Dans un ouvrage érudit et argumenté, le journaliste du « Figaro » s’en prend à l’antihumanisme de ce courant qui prône l’égalité entre hommes et animaux.
Le terme s’est répandu comme une traînée de poudre dans les années 2010, après des décennies de réflexions universitaires. L’antispécisme, qui estime que le traitement de faveur accordé à l’être humain s’apparente à la discrimination infligée aux femmes et aux personnes de couleur, prétend remettre en question la distinction morale et politique entre les hommes et les êtres sensibles que sont les animaux.

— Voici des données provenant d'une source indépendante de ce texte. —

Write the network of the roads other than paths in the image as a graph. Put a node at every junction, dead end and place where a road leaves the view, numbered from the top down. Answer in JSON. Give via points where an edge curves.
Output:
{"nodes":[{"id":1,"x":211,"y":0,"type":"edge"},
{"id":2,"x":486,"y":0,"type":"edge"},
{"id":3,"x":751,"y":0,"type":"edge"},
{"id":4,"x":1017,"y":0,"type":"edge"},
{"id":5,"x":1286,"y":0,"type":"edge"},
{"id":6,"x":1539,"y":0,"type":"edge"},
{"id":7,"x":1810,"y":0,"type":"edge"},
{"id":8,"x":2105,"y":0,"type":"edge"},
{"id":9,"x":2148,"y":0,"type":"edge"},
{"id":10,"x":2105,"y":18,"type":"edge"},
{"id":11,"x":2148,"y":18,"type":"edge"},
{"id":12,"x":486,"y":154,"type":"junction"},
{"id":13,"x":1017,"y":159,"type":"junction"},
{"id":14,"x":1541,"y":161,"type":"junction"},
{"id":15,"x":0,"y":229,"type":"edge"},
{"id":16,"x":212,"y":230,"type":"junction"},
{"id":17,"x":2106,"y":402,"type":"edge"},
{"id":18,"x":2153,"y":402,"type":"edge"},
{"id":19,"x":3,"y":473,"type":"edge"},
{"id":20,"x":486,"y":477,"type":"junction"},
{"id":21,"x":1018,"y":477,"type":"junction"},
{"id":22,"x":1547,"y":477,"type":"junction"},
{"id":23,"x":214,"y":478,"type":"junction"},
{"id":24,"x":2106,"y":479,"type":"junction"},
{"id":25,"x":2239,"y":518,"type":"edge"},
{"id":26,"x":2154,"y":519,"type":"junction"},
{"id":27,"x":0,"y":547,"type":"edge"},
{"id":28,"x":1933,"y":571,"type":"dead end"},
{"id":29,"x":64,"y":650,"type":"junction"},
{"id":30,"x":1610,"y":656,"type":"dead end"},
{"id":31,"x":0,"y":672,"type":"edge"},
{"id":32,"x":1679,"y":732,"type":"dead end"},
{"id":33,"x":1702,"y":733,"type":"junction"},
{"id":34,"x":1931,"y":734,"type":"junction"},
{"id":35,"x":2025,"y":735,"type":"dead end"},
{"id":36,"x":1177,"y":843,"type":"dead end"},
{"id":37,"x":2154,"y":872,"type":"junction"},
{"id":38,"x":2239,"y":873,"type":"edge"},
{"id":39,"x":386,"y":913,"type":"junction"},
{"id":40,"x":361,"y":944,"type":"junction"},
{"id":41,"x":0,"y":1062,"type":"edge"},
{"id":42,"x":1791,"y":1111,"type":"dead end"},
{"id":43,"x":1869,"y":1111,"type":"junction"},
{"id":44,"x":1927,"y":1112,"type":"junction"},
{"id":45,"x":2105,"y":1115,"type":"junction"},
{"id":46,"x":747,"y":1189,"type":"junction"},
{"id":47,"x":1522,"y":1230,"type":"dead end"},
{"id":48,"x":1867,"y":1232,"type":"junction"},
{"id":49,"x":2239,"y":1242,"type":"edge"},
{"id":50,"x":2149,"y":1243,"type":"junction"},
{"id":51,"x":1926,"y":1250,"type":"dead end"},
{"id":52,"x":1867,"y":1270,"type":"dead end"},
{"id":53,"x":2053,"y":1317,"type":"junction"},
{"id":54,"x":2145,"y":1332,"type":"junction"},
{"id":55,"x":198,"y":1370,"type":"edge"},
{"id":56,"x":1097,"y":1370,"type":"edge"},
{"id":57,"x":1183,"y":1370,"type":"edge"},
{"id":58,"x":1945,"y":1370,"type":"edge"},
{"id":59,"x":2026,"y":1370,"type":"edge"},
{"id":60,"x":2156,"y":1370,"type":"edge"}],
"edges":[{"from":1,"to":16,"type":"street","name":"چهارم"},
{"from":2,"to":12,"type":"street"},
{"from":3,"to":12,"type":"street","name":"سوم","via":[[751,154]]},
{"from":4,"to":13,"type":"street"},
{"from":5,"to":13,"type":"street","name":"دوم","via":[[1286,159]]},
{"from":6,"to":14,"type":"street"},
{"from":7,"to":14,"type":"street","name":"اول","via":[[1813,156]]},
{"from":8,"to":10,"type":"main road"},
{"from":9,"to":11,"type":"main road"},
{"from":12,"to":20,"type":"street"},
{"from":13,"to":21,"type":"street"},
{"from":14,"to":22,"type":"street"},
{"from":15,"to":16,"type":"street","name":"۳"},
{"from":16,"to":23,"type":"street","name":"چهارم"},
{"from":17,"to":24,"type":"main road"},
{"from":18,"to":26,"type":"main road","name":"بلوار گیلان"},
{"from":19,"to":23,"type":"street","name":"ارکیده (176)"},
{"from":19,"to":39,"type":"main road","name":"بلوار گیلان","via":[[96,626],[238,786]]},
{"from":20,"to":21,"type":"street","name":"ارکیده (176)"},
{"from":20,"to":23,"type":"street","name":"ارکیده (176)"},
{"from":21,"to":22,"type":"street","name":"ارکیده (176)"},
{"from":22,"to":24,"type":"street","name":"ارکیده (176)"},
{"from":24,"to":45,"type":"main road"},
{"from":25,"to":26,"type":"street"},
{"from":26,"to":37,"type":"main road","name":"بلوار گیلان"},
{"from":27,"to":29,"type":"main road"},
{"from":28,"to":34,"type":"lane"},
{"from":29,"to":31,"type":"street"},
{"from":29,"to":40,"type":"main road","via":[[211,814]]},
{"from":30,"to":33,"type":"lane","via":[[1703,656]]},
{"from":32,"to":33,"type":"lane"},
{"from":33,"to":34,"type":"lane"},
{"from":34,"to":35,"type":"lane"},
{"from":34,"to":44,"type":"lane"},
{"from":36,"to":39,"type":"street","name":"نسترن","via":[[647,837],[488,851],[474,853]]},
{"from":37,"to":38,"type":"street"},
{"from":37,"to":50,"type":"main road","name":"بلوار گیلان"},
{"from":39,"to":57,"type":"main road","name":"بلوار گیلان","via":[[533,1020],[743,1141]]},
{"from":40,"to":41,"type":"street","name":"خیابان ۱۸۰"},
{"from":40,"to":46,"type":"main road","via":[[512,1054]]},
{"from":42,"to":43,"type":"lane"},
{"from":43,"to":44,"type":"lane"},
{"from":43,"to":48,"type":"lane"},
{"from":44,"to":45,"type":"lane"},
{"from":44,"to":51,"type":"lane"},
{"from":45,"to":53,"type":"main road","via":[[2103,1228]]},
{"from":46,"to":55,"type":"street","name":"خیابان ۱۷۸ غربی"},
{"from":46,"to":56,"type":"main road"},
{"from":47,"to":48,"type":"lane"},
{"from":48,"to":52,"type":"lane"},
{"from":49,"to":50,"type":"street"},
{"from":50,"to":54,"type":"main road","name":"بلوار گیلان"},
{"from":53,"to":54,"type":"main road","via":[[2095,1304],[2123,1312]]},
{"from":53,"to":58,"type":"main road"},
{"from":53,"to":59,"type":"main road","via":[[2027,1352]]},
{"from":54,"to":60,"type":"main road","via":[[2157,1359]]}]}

Une conviction que le jeune journaliste Paul
Sugy, normalien féru de philosophie, bat savamment en brèche dans L’Extinction de l’homme. Le projet fou des antispécistes (Tallandier), où il souligne les fondements et les implications potentiellement désastreux de ce projet. Un bel appel à retrouver « le goût d’être des hommes ».
Le Point: Qu’est-ce que l’antispécisme? Paul Sugy :
L’antispécisme est un approfondissement radical du végétarisme. L’histoire de celui-ci montre que la thèse antispéciste a toujours existé de manière marginale : chez les pythagoriciens, chez un auteur comme Porphyre, chez les cathares. Dans toutes les civilisations occidentales, des dissidents considéraient que l’animal était injustement traité. Leur point commun était aussi d’être « antisystème ». L’antispécisme s’est ensuite structuré via l’apparition de la thèse utilitariste en philosophie morale, dont Peter Singer, philosophe emblématique de l’antispécisme contemporain et auteur de La Libération animale en 1975, est un tenant.Singer, qui inaugure la réflexion morale sur le bien-être animal, a eu le génie d’inscrire l’antispécisme dans la continuité de deux grands combats: l’émancipation des femmes et celle des personnes de couleur. Lui succède une déconstruction de la frontière anthropologique entre l’homme et l’animal, par exemple chez la chercheuse américaine Donna Haraway, dans les années 1990, qui relie pensées queer et antispécisme. Cet effort est parachevé en France par le philosophe Jacques Derrida, pour qui la mise en cause de l’oppression de l’animal est une occasion de rejeter en bloc toute la pensée occidentale. Ce deuxième mouvement aboutit au troisième, le stade politique, inauguré par la publication de Zoopolis : A Political Theory of Animal Rights en 2011, par les chercheurs canadiens Sue Donaldson et Will Kymlicka, qui proposent de créer des espaces indépendants pour les animaux sauvages et d’accorder une vie politique aux animaux domestiques et liminaires [qui vivent à proximité de l’homme dans une certaine interdépendance avec lui, NDLR]. Cette réflexion donne lieu aujourd’hui à des actions concrètes pour les droits des animaux. Par exemple, Hélène Thouy explique avoir cofondé le Parti animaliste après avoir lu Zoopolis.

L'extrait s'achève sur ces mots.